What to work on
Repeat the lines of the data exactly and exclude any picture among them.

----

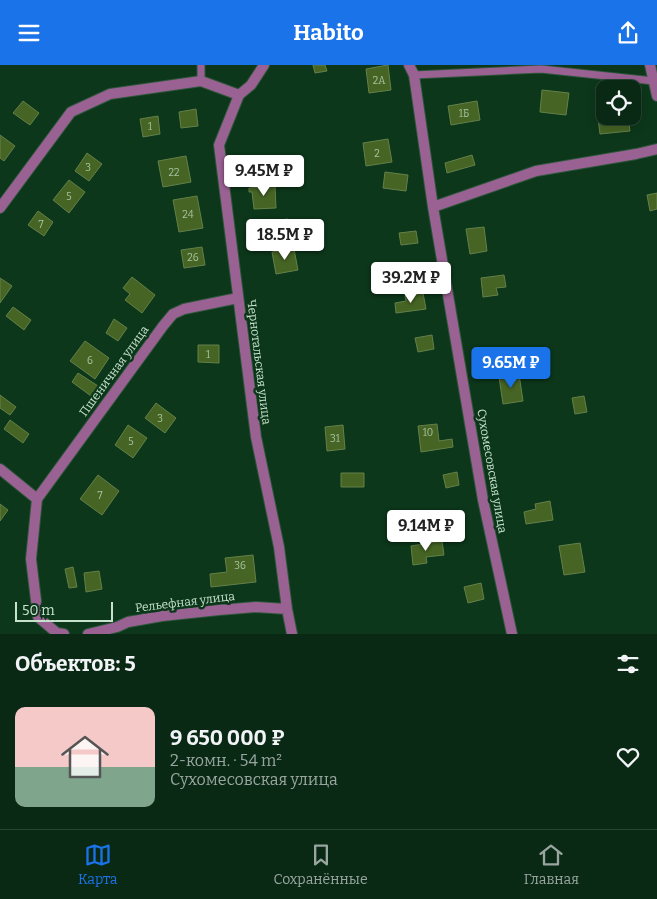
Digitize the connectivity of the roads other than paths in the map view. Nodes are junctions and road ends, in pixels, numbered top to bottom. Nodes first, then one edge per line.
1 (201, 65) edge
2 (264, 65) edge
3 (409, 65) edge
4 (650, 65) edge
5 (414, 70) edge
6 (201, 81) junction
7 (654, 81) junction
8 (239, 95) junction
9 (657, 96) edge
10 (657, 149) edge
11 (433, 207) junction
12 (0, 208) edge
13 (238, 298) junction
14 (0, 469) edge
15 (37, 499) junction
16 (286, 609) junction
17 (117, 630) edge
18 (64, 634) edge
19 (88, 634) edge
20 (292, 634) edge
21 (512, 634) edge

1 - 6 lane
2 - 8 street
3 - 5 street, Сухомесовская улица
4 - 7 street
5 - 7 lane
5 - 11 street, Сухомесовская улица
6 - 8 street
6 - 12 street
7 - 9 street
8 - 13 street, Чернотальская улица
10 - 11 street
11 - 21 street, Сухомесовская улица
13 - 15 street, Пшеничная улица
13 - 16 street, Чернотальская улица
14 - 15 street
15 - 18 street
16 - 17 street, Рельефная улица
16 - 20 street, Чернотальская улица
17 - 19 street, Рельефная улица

----

Expected output
Digitize the connectivity of the roads other than paths in the map view. Nodes are junctions and road ends, in pixels, numbered top to bottom. Nodes first, then one edge per line.
1 (201, 65) edge
2 (264, 65) edge
3 (409, 65) edge
4 (650, 65) edge
5 (414, 70) edge
6 (201, 81) junction
7 (654, 81) junction
8 (239, 95) junction
9 (657, 96) edge
10 (657, 149) edge
11 (433, 207) junction
12 (0, 208) edge
13 (238, 298) junction
14 (0, 469) edge
15 (37, 499) junction
16 (286, 609) junction
17 (117, 630) edge
18 (64, 634) edge
19 (88, 634) edge
20 (292, 634) edge
21 (512, 634) edge

1 - 6 lane
2 - 8 street
3 - 5 street, Сухомесовская улица
4 - 7 street
5 - 7 lane
5 - 11 street, Сухомесовская улица
6 - 8 street
6 - 12 street
7 - 9 street
8 - 13 street, Чернотальская улица
10 - 11 street
11 - 21 street, Сухомесовская улица
13 - 15 street, Пшеничная улица
13 - 16 street, Чернотальская улица
14 - 15 street
15 - 18 street
16 - 17 street, Рельефная улица
16 - 20 street, Чернотальская улица
17 - 19 street, Рельефная улица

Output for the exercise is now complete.